Sa devin un Pessoa, Boris, Pavic, Sorescu, Nichita – o identificare, o re-traire indirecta a scrisului, a scrierii, lipsita de ganduri si creare, un furt de identitate – degraba restituita…
Sau poate un mod de a-mi manifesta tanjirea tainica de a le fi fost cumva, aproape? Spirit, adiere, tencuiala camerei, cerneala, hartia, randurile; timp, spatiu…

* Le persone sono come le vetrate colorate: brillano e scintillano quando fuori c’è il sole, ma al calar delle tenebre viene rivelata la loro vera bellezza solo se è accesa una luce dall’interno.
(Fernando Pessoa — Il libro del’Inquietudine)

* Dal mio quarto piano sopra l’infinito, nella plausibile intimità della sera che scende, alla finestra verso lo spuntare delle stelle, i miei sogni viaggiano in sintonia verso paesi sconosciuti, o immaginati o soltanto impossibili.

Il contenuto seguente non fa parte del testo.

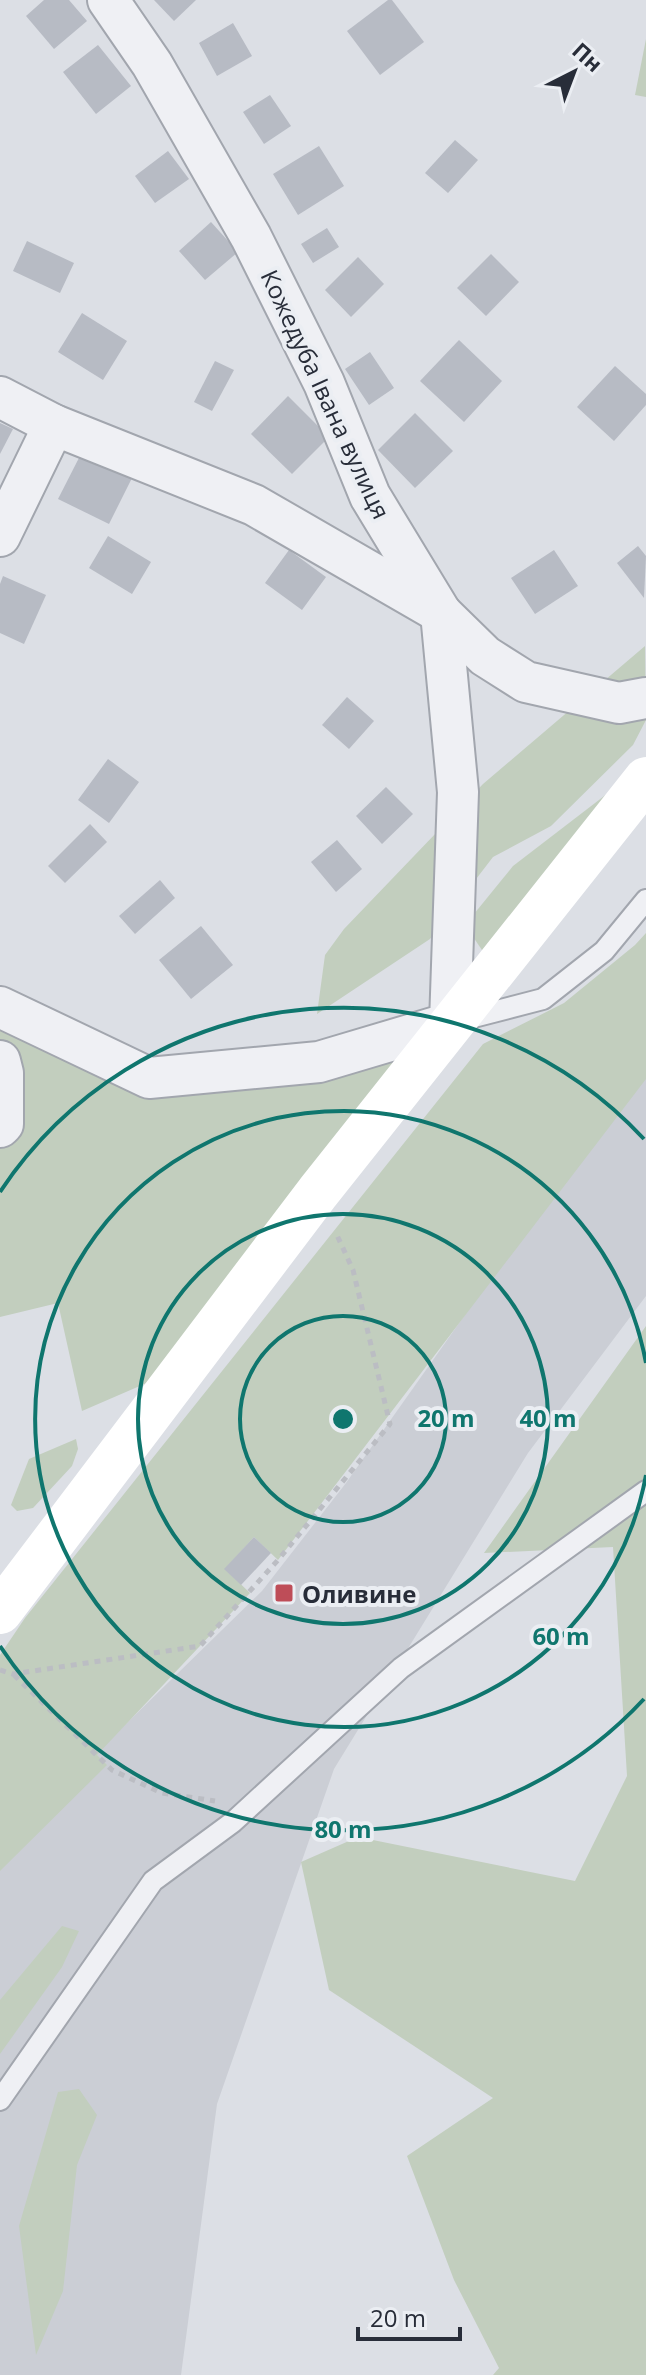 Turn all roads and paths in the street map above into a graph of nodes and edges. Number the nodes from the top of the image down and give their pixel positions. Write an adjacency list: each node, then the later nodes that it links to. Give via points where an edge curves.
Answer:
1 (108, 0): 5 (street, Кожедуба Івана вулиця, via 152,64 251,237 324,383 370,496)
2 (0, 397): 3 (street)
3 (54, 425): 4 (street); 5 (street, via 254,505)
4 (0, 536)
5 (441, 613): 6 (street, via 485,656 526,682 619,703); 10 (street, via 458,792)
6 (646, 698)
7 (646, 779): 10 (street)
8 (646, 900): 10 (lane, via 604,951 543,999)
9 (0, 1007): 10 (street, via 149,1078 319,1062)
10 (450, 1023): 13 (street)
11 (0, 1061): 12 (street)
12 (0, 1127)
13 (318, 1192): 15 (street); 17 (path, via 353,1270 390,1424 200,1646)
14 (646, 1491): 18 (lane, via 401,1668)
15 (0, 1612)
16 (0, 1670): 17 (path)
17 (13, 1674): 18 (path, via 112,1770 162,1793)
18 (254, 1803): 19 (lane, via 153,1881)
19 (0, 2100)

* Io non ho fatto altro che sognare. E’ stato questo, e solo questo, il senso della mia vita. Non ho mai avuto altra vera preoccupazione se non la mia vita interiore. I più grandi dolori della mia vita si attenuano quando, aprendo la finestra che dà dentro di me, posso dimenticare me stesso alla vista del suo movimento. Non ho mai preteso di essere nient’altro che un sognatore. Non ho mai prestato attenzione a chi mi ha detto di vivere. Sono sempre appartenuto a ciò che non sta dove mi trovo io, e a quello che non sono mai potuto essere. Tutto ciò che non è mio, per quanto infimo, è sempre stato poesia per me. Non ho mai amato nulla. Non ho mai desiderato niente se non quello che non potevo immaginare. Alla vita non ho mai chiesto altro che di passarmi accanto senza che la sentissi. Dall’amore ho preteso soltanto che non cessasse mai di essere un sogno distante. Nei miei stessi paesaggi interiori, irreali tutti, è stata sempre la lontananza ad attirarmi e gli acquedotti che svanivano – quasi nella distanza dei miei paesaggi sognati, avevano una dolcezza di sogno in relazione alle altre parti del paesaggio, una dolcezza che faceva in modo che li potessi amare.